Adela apareció entre la multitud danzante, una aparición luminosa y caótica. Sus ojos, antes llenos de alegría, ahora rebosaban lágrimas que brillaban bajo las luces, pero en sus labios se dibujaba una sonrisa radiante, casi de éxtasis.

Corrió directamente hacia Manuel, su cuerpo una flecha impulsada por una fuerza invisible, y se lanzó a sus brazos con una entrega total. Él la recibió con una fuerza descomunal, levantándola en el aire con una facilidad asombrosa, sus manos firmes aferrándola como si fuera el tesoro más preciado, sin soltarla ni por un instante.

El grito, esa exclamación primigenia de "¡Mate!", había sido tan claro, tan natural, que todo a su alrededor pareció detenerse, el tiempo ralentizándose para ser testigo de ese instante sagrado.
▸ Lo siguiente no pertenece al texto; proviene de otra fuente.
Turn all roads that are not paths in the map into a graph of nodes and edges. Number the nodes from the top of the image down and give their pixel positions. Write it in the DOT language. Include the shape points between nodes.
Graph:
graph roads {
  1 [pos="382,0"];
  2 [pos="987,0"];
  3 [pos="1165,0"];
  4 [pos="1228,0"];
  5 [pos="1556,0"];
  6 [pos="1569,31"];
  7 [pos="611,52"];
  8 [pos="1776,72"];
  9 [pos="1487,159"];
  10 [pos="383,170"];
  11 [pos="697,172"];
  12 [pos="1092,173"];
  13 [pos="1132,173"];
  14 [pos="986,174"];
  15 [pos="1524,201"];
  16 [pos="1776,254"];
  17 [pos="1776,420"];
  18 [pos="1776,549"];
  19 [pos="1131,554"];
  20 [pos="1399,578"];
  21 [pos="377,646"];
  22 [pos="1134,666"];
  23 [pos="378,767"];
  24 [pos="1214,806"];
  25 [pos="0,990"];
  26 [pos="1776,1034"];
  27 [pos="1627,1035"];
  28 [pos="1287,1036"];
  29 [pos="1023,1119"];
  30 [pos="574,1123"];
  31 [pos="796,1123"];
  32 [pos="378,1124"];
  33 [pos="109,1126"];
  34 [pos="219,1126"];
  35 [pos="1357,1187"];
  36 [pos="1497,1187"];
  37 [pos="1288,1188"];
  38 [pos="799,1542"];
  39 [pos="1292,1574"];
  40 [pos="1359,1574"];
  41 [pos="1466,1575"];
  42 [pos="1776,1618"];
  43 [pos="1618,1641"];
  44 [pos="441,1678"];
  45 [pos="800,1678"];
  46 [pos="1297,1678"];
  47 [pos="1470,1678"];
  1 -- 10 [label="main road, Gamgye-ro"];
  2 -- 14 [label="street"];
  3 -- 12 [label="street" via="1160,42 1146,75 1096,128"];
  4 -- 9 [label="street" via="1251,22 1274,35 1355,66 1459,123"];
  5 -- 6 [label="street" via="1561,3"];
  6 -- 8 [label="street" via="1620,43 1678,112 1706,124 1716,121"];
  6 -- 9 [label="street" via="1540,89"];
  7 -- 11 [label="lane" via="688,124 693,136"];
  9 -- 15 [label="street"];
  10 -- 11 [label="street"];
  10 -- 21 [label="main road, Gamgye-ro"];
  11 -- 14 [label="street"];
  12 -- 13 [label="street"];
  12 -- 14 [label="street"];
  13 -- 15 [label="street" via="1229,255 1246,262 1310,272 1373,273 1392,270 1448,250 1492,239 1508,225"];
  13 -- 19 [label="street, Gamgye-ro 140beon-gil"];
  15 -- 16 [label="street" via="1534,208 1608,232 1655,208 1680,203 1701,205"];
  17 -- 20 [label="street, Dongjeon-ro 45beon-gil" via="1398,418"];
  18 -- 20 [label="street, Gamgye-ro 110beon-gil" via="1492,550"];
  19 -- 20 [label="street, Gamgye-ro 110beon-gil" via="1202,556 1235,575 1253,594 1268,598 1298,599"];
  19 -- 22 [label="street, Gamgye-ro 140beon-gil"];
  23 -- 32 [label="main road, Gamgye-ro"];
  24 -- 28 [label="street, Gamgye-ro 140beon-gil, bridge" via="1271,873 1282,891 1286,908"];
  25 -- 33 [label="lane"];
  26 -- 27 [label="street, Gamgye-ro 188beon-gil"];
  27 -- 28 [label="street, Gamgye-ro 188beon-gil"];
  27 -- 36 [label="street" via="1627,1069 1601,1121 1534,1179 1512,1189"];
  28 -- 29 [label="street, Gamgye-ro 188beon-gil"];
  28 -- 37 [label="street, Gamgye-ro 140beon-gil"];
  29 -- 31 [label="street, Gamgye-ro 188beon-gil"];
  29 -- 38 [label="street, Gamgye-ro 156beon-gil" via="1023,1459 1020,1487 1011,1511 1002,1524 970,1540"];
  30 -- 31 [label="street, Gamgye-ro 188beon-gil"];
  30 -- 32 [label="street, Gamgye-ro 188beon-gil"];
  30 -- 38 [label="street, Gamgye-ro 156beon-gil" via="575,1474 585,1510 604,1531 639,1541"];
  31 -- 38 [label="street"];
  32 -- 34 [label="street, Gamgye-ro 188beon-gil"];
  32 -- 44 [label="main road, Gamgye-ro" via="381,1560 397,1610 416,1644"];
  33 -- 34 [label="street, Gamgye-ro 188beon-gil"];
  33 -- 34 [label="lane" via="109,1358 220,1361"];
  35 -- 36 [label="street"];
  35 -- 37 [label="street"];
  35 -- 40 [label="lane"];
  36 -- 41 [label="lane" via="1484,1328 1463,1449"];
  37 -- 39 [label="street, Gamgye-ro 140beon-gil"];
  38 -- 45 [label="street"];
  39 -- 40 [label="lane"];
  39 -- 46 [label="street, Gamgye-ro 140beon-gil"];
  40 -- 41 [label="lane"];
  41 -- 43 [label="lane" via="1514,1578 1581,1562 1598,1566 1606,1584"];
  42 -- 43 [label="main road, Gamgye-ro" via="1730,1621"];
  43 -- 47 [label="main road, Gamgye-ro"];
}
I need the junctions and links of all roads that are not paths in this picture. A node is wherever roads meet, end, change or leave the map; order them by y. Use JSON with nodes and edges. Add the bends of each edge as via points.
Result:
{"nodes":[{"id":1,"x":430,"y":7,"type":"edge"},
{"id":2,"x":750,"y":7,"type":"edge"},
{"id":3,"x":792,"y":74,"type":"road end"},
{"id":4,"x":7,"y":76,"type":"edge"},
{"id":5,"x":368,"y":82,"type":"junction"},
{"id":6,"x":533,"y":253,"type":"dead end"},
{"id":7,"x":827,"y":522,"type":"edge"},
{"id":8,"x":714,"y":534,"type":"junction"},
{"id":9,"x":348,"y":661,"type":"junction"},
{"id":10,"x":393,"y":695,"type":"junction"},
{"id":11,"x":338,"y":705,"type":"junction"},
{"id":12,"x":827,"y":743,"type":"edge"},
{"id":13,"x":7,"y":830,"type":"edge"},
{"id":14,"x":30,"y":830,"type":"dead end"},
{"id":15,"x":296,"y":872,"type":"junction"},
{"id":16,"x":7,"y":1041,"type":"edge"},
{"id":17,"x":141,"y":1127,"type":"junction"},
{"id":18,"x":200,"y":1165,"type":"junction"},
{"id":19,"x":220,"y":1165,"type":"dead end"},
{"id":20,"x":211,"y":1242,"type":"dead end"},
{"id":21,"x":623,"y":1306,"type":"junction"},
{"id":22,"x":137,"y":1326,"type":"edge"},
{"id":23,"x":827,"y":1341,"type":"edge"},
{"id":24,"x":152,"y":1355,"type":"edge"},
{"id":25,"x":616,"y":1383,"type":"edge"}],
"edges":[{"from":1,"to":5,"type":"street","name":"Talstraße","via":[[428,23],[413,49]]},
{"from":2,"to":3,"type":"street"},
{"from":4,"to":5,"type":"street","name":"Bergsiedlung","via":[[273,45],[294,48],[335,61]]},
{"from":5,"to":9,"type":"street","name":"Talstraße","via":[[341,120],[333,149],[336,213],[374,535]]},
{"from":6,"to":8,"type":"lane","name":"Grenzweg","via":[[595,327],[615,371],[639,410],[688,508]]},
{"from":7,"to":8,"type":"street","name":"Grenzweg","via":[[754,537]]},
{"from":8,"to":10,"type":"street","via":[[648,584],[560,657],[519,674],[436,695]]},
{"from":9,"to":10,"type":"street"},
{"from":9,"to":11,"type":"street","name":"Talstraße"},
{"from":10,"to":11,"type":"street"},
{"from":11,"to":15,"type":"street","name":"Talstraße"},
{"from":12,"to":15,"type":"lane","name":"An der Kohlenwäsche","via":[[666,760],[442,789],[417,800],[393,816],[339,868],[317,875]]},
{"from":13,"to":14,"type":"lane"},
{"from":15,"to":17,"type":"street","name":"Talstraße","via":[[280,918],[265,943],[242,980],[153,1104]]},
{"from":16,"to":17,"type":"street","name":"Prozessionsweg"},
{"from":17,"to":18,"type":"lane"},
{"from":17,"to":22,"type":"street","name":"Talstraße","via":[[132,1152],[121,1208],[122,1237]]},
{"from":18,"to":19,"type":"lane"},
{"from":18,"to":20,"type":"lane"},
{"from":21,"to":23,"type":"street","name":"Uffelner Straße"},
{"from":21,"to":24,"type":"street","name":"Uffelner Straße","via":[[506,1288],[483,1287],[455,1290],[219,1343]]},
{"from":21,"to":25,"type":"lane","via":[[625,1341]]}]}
—Lo sabía —murmuró Manuel con voz ronca, apenas audible sobre el pulso lejano de la música, su rostro hundido en el cabello de Adela—. Siempre lo supe. Desde antes pero hoy en el momento que mi lobo irrumpió al entrar en este lugar, me aseguró que hoy debía decírtelo, tienes un olor muy delicioso, el más embriagador que jamás había percibido. Perdón por no ir inmediatamente por ti, seguía la estricta orden de mi Alfa, al intentar complacerlo, reprimí por un fugaz momento tu esencia, tu aroma inconfundible.

Momentos antes, Ángel había visto la llegada de Manuel y, con una voz cargada de una autoridad inquebrantable, le había ordenado que cuidara a la Luna, refiriéndose a Milagro.

Manuel, leal hasta la médula, había reprimido su propio deseo, su impulso primario de encontrar a su mate, de lanzarse en busca de su otra mitad, pero ella, por una caprichosa jugarreta del destino, lo había encontrado a él, la había llamado con la fuerza de su alma.

Manuel la abrazó con una intensidad brutal, como si Adela fuera el mismísimo aire que respiraba, su vida entera condensada en ese cuerpo que ahora sostenía. Y entonces, ella lo besó.

Fue un beso profundo, salvaje, desesperado. Un beso que hablaba de una espera milenaria, de almas que se habían buscado a través de vidas, un torrente de emociones desatadas. Como si ambos hubieran aguardado toda la vida ese instante, ese encaje perfecto de sus labios, ese reconocimiento visceral.